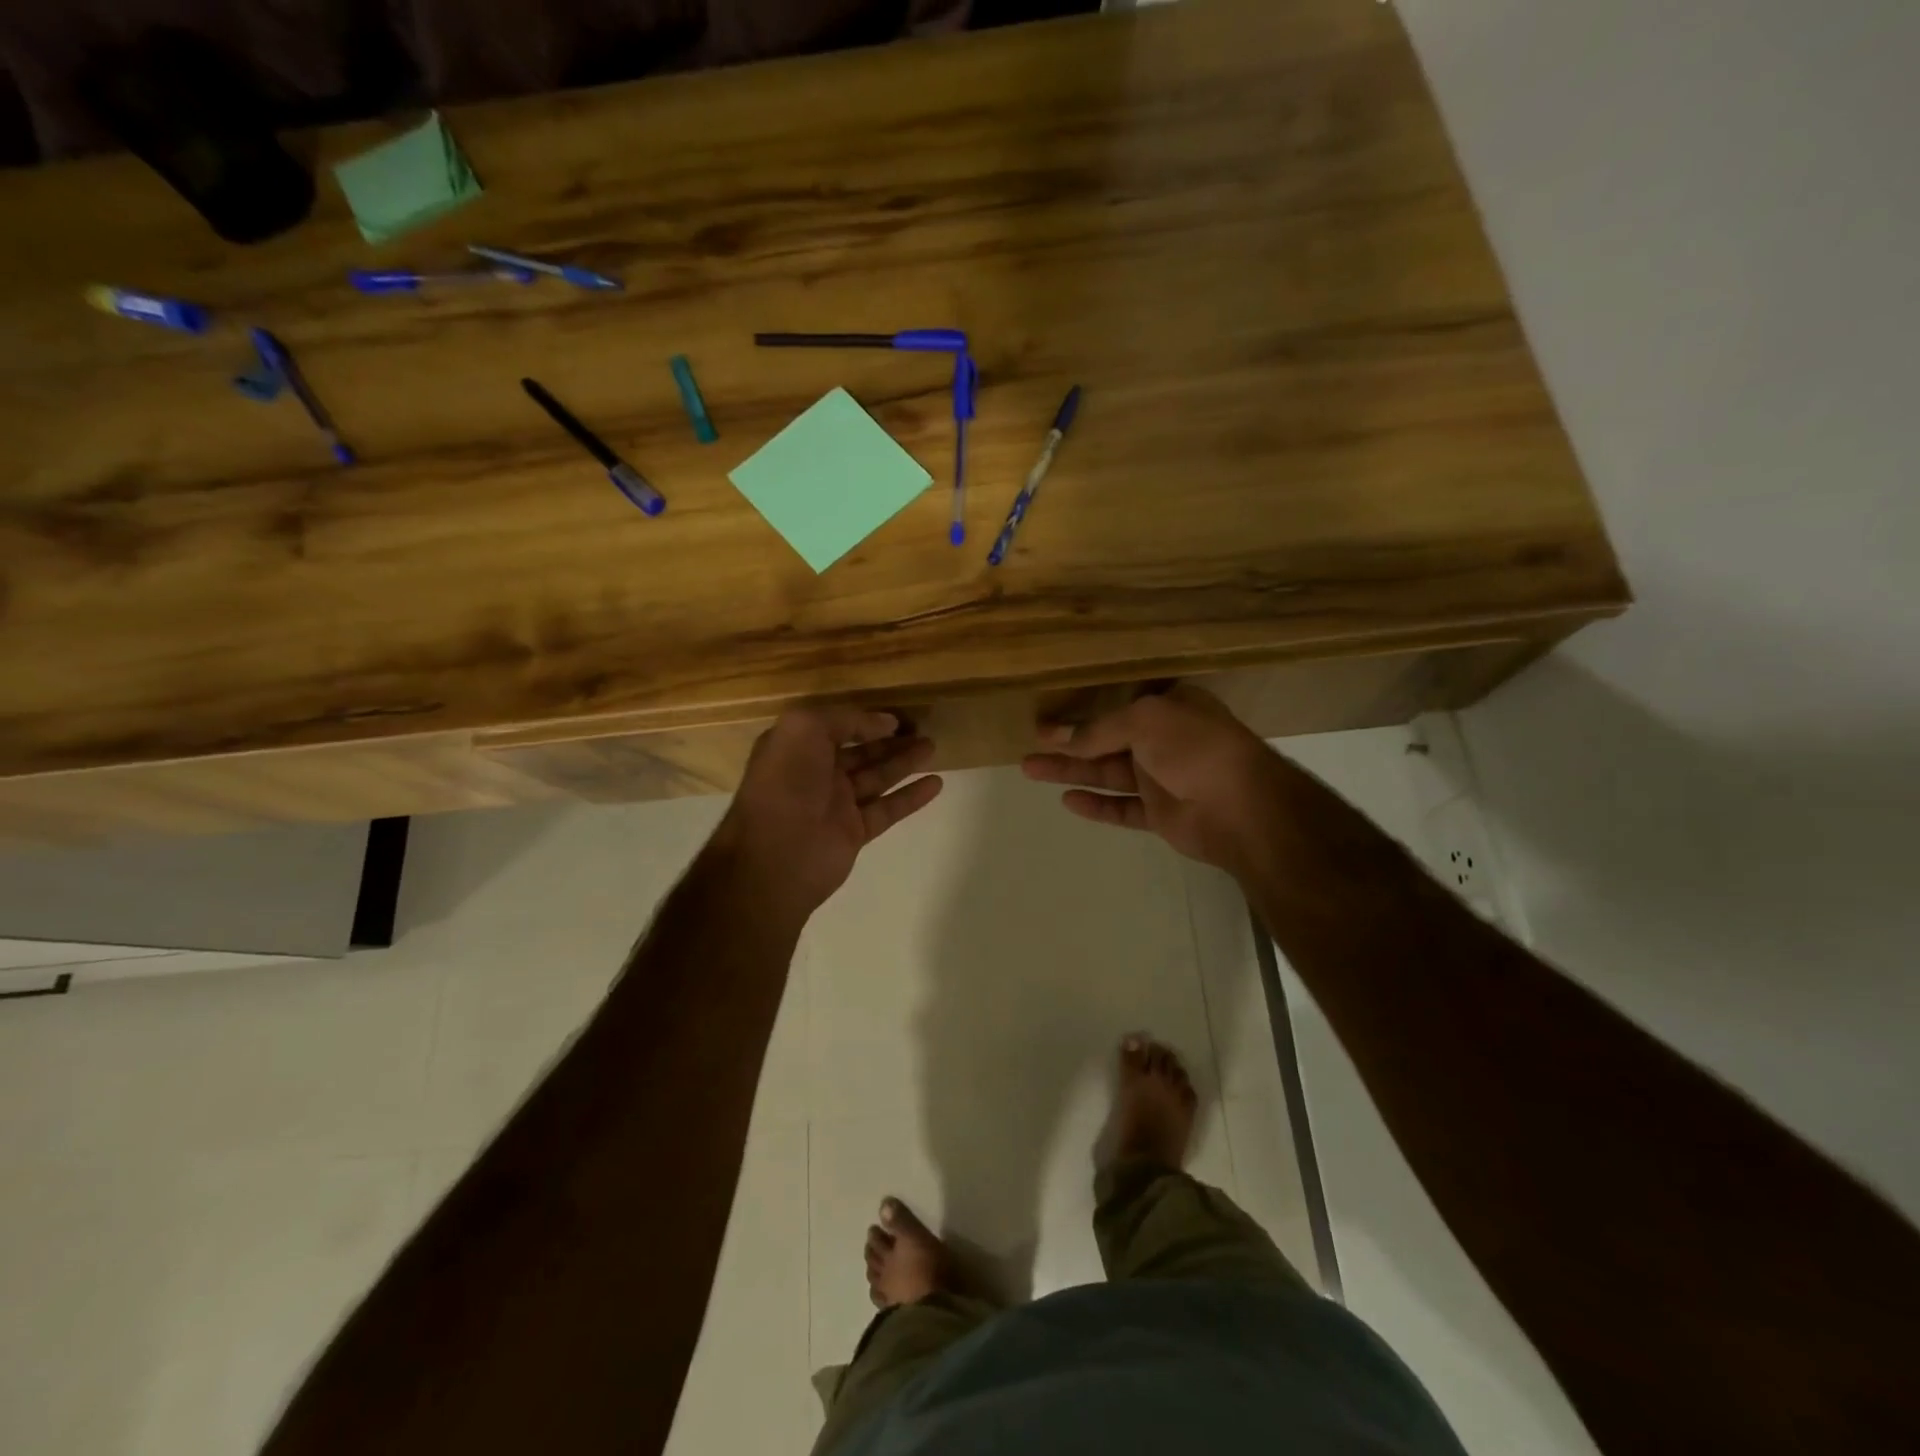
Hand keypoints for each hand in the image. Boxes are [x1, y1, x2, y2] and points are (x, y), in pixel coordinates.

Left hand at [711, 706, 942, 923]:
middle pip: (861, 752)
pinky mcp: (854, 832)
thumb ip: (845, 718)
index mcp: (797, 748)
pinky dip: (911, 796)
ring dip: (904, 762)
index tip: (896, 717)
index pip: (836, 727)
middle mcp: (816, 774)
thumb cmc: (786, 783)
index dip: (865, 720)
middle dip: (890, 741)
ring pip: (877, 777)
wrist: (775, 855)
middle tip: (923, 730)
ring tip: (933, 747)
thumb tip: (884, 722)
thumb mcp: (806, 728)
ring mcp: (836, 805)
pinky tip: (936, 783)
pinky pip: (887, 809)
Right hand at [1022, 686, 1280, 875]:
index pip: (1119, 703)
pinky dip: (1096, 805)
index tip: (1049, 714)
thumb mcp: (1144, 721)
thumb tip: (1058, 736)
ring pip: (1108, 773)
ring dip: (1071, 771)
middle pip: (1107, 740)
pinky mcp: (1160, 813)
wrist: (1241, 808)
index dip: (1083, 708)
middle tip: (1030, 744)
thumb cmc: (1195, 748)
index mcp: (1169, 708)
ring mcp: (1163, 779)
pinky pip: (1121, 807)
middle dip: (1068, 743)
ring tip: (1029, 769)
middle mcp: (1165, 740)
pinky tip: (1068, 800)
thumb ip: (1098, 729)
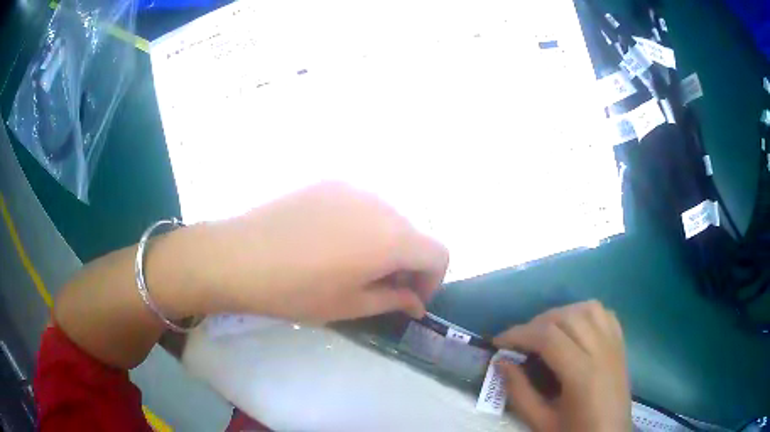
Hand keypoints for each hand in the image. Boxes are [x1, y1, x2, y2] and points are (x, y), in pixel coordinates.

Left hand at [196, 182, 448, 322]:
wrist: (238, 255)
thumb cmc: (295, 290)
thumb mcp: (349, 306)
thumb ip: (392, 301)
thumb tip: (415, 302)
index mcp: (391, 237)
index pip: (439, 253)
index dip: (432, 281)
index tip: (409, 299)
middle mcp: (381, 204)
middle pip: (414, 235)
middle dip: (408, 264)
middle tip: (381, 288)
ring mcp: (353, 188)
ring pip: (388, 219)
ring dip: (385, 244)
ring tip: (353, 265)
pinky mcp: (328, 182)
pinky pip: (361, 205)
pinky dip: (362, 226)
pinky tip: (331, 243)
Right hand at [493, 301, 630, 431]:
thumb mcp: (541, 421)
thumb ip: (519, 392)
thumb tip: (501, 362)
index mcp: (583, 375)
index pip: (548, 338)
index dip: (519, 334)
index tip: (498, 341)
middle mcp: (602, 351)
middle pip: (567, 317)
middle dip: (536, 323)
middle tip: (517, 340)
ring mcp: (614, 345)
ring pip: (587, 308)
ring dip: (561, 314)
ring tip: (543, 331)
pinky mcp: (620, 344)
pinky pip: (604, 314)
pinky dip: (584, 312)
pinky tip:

■ ■ ■ ■ ■ ■ ■

Problem to work on – From the first record to the last, copy everything exactly except the pictures.

Solution –
Hand keypoints for each hand in the image. Boxes are [x1, y1, x2, y2] and points are (x, y), in pixel coordinates.

Left hand at [711, 706, 942, 923]:
middle pip: (861, 752)
pinky mcp: (854, 832)
thumb ip: (845, 718)
index mcp: (797, 748)
pinky dip: (911, 796)
ring dip: (904, 762)
index tip: (896, 717)
index pip: (836, 727)
middle mcp: (816, 774)
thumb cmc: (786, 783)
index dip: (865, 720)
middle dip: (890, 741)
ring pip: (877, 777)
wrist: (775, 855)
middle tip: (923, 730)
ring tip: (933, 747)
thumb tip: (884, 722)
thumb mcp: (806, 728)
ring mcp: (836, 805)
pinky tip: (936, 783)
pinky pip: (887, 809)
Right hand at [1022, 686, 1280, 875]:
index pip: (1119, 703)
pinky dip: (1096, 805)
index tip: (1049, 714)
thumb mcp: (1144, 721)
thumb tip: (1058, 736)
ring pip: (1108, 773)
ring dip: (1071, 771)
middle pip: (1107, 740)
pinky mcp: (1160, 813)
wrist: (1241, 808)
index dip: (1083, 708)
middle tip: (1030, 744)
thumb cmc: (1195, 748)
index mcp: (1169, 708)
ring mcp: (1163, 779)
pinky pip: (1121, 807)
middle dip: (1068, 743)
ring tip: (1029, 769)
middle mcp: (1165, 740)
pinky tip: (1068, 800)
thumb ip: (1098, 729)
Hand keypoints for each hand in the image. Boxes are [x1, y1, x2, y2] and points are (x, y), in pixel coordinates.

Left hand at [196, 182, 448, 322]:
wrist: (238, 255)
thumb cmc: (295, 290)
thumb mcp: (349, 306)
thumb ip: (392, 301)
thumb tip: (415, 302)
index mcp: (391, 237)
index pip: (439, 253)
index dip: (432, 281)
index tip: (409, 299)
middle mcp: (381, 204)
middle pip: (414, 235)
middle dip: (408, 264)
middle tip: (381, 288)
ring mcp: (353, 188)
ring pip: (388, 219)
ring dip: (385, 244)
ring tip: (353, 265)
pinky mcp: (328, 182)
pinky pip: (361, 205)
pinky dip: (362, 226)
pinky tip: (331, 243)
Right hand at [493, 301, 630, 431]:
thumb mcp: (541, 421)
thumb ip: (519, 392)
thumb tip: (501, 362)
index mcp: (583, 375)
index pip: (548, 338)
index dip: (519, 334)
index tip: (498, 341)
middle mcp: (602, 351)
middle pip: (567, 317)
middle dip: (536, 323)
middle tip: (517, 340)
ring mcp: (614, 345)
ring pip: (587, 308)
ring dip: (561, 314)
ring tip: (543, 331)
pinky mcp: (620, 344)
pinky pip: (604, 314)
pinky dip: (584, 312)
pinky tip:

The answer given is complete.